* **WHAT YOU ARE ASKED TO DO**
Each line that includes "textAlign" must be copied from the records.

* **DATA TO USE**
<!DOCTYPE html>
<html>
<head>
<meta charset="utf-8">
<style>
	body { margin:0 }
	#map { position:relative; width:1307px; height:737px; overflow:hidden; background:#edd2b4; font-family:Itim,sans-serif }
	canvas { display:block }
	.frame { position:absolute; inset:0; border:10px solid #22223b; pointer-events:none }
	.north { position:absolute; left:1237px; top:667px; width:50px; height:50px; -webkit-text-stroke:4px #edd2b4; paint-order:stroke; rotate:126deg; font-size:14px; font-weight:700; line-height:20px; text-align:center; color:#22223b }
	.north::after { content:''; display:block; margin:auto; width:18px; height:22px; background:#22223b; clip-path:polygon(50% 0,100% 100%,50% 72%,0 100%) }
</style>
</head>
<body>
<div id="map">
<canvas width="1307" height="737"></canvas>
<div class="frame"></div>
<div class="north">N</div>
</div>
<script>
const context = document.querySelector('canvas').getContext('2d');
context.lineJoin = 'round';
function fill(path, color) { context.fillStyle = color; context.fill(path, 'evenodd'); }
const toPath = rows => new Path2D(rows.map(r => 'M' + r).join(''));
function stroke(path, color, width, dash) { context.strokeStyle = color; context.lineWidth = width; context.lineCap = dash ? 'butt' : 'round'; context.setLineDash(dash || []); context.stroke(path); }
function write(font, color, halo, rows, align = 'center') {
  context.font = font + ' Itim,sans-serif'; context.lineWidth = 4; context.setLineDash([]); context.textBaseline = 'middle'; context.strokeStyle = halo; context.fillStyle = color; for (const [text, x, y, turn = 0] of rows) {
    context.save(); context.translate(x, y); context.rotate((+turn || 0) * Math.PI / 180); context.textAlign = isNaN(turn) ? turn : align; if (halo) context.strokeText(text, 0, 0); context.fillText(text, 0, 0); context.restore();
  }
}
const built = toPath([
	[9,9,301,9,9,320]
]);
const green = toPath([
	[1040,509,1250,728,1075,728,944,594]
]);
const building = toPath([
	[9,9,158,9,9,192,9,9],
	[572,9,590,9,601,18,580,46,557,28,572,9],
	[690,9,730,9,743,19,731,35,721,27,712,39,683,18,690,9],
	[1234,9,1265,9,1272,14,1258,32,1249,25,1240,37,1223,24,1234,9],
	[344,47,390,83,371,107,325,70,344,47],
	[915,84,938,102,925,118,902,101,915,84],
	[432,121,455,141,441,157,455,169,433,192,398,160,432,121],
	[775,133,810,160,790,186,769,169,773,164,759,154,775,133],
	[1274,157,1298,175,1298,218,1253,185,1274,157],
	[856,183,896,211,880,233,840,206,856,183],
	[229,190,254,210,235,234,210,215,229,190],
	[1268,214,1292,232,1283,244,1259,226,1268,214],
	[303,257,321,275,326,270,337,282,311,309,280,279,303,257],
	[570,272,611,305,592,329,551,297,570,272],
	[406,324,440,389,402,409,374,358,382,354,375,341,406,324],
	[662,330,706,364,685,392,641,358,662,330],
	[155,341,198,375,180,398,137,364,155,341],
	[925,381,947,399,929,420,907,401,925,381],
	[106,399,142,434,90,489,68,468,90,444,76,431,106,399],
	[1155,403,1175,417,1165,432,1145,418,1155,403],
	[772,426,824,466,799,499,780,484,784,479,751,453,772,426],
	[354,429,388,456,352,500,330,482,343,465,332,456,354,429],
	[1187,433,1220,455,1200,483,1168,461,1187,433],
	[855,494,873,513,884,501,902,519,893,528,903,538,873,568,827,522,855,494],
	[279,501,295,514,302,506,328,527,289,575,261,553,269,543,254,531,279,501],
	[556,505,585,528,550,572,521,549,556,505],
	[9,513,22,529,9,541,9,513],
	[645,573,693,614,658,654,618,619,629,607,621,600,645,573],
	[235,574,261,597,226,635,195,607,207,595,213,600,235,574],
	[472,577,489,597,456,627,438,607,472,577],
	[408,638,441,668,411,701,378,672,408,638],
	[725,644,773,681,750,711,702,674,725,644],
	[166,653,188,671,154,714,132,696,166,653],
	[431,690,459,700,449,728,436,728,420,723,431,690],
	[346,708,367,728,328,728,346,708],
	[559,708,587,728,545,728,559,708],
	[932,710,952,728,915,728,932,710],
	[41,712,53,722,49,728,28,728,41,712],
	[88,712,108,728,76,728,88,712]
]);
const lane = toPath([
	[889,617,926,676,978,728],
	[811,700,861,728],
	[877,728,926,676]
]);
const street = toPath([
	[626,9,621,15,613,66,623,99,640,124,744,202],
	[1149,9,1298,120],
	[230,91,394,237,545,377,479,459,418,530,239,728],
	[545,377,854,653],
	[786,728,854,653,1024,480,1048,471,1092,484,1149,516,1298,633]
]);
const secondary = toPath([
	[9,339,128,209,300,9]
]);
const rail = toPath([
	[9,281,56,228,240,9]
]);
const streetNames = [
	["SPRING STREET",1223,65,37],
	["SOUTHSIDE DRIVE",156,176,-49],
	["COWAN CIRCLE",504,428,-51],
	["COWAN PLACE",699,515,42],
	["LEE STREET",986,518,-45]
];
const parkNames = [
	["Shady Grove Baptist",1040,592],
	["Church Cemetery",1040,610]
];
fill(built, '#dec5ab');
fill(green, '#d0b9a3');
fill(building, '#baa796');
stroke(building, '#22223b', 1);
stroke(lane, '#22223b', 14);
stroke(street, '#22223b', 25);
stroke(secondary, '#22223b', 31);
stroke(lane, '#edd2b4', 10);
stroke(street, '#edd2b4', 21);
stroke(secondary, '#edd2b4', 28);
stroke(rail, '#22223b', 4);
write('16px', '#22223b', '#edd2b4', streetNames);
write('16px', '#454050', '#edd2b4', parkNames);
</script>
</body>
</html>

...

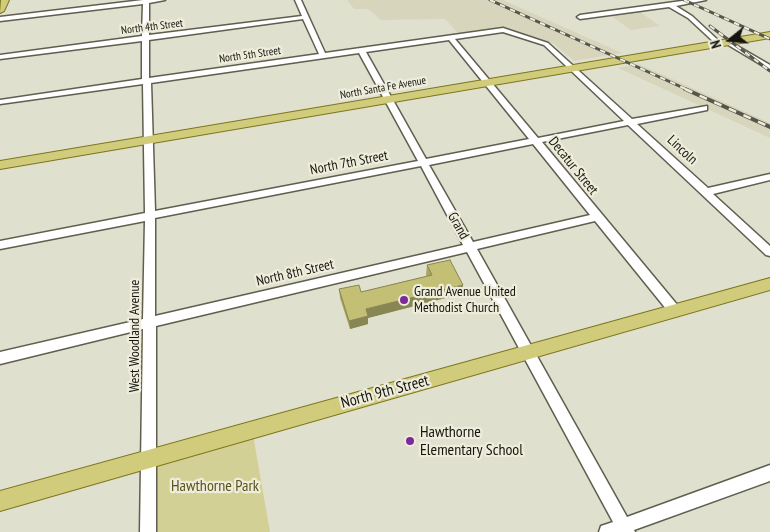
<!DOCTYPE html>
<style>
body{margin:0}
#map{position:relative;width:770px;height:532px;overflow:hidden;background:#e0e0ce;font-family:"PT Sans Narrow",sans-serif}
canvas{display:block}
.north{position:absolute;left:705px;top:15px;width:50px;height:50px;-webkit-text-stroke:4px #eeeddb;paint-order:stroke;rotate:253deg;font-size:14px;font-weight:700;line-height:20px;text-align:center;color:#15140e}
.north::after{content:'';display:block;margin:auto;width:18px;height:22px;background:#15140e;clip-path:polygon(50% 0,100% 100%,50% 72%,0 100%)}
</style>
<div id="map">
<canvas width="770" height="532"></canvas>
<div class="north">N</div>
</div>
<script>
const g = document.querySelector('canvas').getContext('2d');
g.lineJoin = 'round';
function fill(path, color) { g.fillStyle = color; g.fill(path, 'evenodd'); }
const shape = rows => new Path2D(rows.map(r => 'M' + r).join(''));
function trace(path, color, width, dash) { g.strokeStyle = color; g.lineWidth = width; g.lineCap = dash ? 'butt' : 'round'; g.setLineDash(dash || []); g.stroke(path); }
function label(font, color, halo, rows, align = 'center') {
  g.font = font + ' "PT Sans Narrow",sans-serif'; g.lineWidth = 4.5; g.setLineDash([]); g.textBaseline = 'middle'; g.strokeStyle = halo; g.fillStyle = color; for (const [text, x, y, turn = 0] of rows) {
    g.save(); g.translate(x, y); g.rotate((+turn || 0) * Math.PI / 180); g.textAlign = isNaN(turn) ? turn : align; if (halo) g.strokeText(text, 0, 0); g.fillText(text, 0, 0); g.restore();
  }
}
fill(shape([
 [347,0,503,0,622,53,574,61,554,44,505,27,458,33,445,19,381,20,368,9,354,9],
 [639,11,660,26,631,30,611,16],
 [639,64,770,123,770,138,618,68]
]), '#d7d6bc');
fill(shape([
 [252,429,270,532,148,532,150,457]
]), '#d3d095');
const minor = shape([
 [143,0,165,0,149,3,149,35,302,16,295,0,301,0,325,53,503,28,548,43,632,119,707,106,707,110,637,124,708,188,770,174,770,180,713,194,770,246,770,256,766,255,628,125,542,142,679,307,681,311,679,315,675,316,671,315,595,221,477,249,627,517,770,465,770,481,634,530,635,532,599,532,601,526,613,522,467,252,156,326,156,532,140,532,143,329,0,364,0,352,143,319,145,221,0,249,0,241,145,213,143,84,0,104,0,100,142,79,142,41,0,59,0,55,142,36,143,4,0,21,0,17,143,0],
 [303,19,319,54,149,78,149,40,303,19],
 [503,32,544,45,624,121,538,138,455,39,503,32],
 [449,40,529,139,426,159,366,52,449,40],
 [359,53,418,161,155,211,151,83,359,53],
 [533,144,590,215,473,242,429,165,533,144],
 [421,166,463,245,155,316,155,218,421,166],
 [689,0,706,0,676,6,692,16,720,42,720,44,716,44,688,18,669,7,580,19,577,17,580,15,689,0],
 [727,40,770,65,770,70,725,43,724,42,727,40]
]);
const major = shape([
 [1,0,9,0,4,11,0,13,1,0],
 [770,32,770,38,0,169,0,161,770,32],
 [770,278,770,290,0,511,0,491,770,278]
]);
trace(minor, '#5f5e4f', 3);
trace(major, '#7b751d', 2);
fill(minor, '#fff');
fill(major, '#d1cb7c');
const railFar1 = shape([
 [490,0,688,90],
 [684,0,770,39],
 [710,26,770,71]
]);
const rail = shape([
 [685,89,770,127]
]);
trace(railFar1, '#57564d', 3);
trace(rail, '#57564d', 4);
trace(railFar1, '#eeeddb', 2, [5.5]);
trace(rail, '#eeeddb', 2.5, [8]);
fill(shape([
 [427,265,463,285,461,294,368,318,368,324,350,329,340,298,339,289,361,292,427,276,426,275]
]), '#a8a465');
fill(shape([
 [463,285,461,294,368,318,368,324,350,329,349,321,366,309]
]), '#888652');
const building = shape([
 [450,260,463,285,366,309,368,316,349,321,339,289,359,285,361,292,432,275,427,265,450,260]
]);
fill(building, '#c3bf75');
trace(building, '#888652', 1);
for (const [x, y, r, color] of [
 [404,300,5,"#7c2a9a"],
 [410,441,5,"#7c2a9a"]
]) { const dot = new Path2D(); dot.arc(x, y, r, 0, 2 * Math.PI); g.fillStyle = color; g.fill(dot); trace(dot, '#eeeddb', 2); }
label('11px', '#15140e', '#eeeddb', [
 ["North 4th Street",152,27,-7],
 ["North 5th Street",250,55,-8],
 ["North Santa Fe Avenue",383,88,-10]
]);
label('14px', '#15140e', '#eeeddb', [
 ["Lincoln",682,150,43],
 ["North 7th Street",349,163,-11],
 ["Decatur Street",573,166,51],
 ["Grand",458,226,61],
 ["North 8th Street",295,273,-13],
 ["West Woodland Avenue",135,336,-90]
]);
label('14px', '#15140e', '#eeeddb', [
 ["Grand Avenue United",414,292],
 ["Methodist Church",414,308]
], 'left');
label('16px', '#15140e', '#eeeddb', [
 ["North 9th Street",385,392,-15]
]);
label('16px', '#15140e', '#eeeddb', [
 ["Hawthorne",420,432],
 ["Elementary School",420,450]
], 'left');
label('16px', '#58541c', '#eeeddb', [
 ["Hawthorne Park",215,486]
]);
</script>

* **WRITTEN RESPONSE**
    context.save(); context.translate(x, y); context.rotate((+turn || 0) * Math.PI / 180); context.textAlign = isNaN(turn) ? turn : align; if (halo) context.strokeText(text, 0, 0); context.fillText(text, 0, 0); context.restore();
    g.save(); g.translate(x, y); g.rotate((+turn || 0) * Math.PI / 180); g.textAlign = isNaN(turn) ? turn : align; if (halo) g.strokeText(text, 0, 0); g.fillText(text, 0, 0); g.restore();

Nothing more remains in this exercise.